■ **ASSIGNMENT**
The expected answer is the data below, retyped exactly.

:: ENTRIES SUPPLIED

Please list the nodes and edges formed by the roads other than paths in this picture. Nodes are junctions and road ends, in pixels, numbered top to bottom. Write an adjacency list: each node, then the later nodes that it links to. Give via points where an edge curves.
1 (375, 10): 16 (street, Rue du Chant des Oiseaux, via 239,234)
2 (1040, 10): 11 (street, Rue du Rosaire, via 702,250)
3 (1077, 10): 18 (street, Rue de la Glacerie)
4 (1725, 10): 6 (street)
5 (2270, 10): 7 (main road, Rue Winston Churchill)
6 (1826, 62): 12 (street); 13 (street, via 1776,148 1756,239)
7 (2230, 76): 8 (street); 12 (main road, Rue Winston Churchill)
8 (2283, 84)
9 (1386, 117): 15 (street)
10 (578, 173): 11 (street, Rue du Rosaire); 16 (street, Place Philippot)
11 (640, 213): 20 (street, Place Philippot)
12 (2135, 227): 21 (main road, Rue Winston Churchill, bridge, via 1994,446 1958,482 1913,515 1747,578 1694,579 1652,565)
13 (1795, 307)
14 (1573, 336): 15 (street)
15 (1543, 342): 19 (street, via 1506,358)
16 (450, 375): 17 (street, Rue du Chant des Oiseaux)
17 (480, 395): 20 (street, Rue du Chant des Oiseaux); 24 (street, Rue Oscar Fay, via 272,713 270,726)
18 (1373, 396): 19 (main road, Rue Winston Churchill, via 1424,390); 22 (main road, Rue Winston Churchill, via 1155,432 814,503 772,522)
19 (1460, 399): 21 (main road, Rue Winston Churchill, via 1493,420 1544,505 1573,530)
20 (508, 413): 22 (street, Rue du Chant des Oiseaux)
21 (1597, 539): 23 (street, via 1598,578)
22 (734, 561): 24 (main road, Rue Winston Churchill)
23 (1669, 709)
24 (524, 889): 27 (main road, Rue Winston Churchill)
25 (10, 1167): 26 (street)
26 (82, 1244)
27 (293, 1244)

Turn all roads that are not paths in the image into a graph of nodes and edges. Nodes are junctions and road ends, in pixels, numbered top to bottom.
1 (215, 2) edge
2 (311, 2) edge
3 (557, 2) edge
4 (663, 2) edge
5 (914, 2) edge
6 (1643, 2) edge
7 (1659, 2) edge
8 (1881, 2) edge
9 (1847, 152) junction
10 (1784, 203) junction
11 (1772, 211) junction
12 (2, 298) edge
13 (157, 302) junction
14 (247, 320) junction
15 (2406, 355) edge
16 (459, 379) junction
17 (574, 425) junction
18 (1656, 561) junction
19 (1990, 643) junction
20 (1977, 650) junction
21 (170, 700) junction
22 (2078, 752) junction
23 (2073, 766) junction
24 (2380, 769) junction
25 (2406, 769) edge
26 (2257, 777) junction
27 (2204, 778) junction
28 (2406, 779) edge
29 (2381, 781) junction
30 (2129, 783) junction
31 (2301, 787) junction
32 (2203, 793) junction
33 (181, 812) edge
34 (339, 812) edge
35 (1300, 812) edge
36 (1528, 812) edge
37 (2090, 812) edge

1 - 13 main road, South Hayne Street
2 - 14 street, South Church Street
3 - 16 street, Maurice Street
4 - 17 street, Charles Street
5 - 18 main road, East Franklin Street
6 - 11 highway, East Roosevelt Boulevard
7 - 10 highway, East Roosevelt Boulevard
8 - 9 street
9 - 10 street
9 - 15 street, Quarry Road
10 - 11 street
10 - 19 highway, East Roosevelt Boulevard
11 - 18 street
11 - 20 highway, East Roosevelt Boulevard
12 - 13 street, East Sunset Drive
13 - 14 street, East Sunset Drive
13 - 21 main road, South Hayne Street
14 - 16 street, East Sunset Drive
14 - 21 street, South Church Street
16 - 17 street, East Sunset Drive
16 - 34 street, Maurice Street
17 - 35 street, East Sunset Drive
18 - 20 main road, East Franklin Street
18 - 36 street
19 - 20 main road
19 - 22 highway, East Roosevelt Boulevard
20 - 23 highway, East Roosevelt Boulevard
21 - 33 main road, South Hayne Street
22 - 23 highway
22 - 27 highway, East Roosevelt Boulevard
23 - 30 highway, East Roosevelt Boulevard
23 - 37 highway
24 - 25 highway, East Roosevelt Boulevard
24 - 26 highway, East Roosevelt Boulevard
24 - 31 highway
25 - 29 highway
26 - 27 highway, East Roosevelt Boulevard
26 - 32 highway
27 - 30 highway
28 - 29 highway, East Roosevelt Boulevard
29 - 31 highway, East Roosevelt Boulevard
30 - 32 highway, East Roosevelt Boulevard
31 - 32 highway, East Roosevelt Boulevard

::::

■ **RESULT OF THIS TASK**
Please list the nodes and edges formed by the roads other than paths in this picture. Nodes are junctions and road ends, in pixels, numbered top to bottom. Write an adjacency list: each node, then the later nodes that it links to. Give via points where an edge curves.
1 (375, 10): 16 (street, Rue du Chant des Oiseaux, via 239,234)
2 (1040, 10): 11 (street, Rue du Rosaire, via 702,250)
3 (1077, 10): 18 (street, Rue de la Glacerie)
4 (1725, 10): 6 (street)
5 (2270, 10): 7 (main road, Rue Winston Churchill)
6 (1826, 62): 12 (street); 13 (street, via 1776,148 1756,239)
7 (2230, 76): 8 (street); 12 (main road, Rue Winston Churchill)
8 (2283, 84)
9 (1386, 117): 15 (street)
10 (578, 173): 11 (street, Rue du Rosaire); 16 (street, Place Philippot)
11 (640, 213): 20 (street, Place Philippot)
12 (2135, 227): 21 (main road, Rue Winston Churchill, bridge, via 1994,446 1958,482 1913,515 1747,578 1694,579 1652,565)
13 (1795, 307)
14 (1573, 336): 15 (street)
15 (1543, 342): 19 (street, via 1506,358)
16 (450, 375): 17 (street, Rue du Chant des Oiseaux)
17 (480, 395): 20 (street, Rue du Chant des Oiseaux); 24 (street, Rue Oscar Fay, via 272,713 270,726)
18 (1373, 396): 19 (main road, Rue Winston Churchill, via 1424,390); 22 (main road, Rue Winston Churchill, via 1155,432 814,503 772,522)
19 (1460, 399): 21 (main road, Rue Winston Churchill, via 1493,420 1544,505 1573,530)
20 (508, 413): 22 (street, Rue du Chant des Oiseaux)
21 (1597, 539): 23 (street, via 1598,578)
22 (734, 561): 24 (main road, Rue Winston Churchill)
23 (1669, 709)
24 (524, 889): 27 (main road, Rue Winston Churchill)
25 (10, 1167): 26 (street)
26 (82, 1244)
27 (293, 1244)

Turn all roads that are not paths in the image into a graph of nodes and edges. Nodes are junctions and road ends, in pixels, numbered top to bottom.
1 (215, 2) edge
2 (311, 2) edge
3 (557, 2) edge
4 (663, 2) edge
5 (914, 2) edge
6 (1643, 2) edge
7 (1659, 2) edge
8 (1881, 2) edge
9 (1847, 152) junction
10 (1784, 203) junction
11 (1772, 211) junction
12 (2, 298) edge
13 (157, 302) junction
14 (247, 320) junction
15 (2406, 355) edge
16 (459, 379) junction
17 (574, 425) junction
18 (1656, 561) junction
19 (1990, 643) junction
20 (1977, 650) junction
21 (170, 700) junction
22 (2078, 752) junction
23 (2073, 766) junction
24 (2380, 769) junction
25 (2406, 769) edge
26 (2257, 777) junction
27 (2204, 778) junction
28 (2406, 779) edge
29 (2381, 781) junction
30 (2129, 783) junction
31 (2301, 787) junction
32 (2203, 793) junction
33 (181, 812) edge
34 (339, 812) edge
35 (1300, 812) edge
36 (1528, 812) edge
37 (2090, 812) edge

1 - 13 main road, South Hayne Street
2 - 14 street, South Church Street
3 - 16 street, Maurice Street
4 - 17 street, Charles Street
5 - 18 main road, East Franklin Street
6 - 11 highway, East Roosevelt Boulevard
7 - 10 highway, East Roosevelt Boulevard
8 - 9 street
9 - 10 street
9 - 15 street, Quarry Road
10 - 11 street
10 - 19 highway, East Roosevelt Boulevard
11 - 18 street
11 - 20 highway, East Roosevelt Boulevard
12 - 13 street, East Sunset Drive
13 - 14 street, East Sunset Drive
13 - 21 main road, South Hayne Street
14 - 16 street, East Sunset Drive
14 - 21 street, South Church Street
16 - 17 street, East Sunset Drive
16 - 34 street, Maurice Street
17 - 35 street, East Sunset Drive
18 - 20 main road, East Franklin Street
18 - 36 street
19 - 20 main road
19 - 22 highway, East Roosevelt Boulevard
20 - 23 highway, East Roosevelt Boulevard
21 - 33 main road, South Hayne Street
22 - 23 highway
22 - 27 highway, East Roosevelt Boulevard
23 - 30 highway, East Roosevelt Boulevard
23 - 37 highway
24 - 25 highway, East Roosevelt Boulevard
24 - 26 highway, East Roosevelt Boulevard
24 - 31 highway
25 - 29 highway
26 - 27 highway, East Roosevelt Boulevard
26 - 32 highway
27 - 30 highway
28 - 29 highway, East Roosevelt Boulevard
29 - 31 highway, East Roosevelt Boulevard
30 - 32 highway, East Roosevelt Boulevard
31 - 32 highway, East Roosevelt Boulevard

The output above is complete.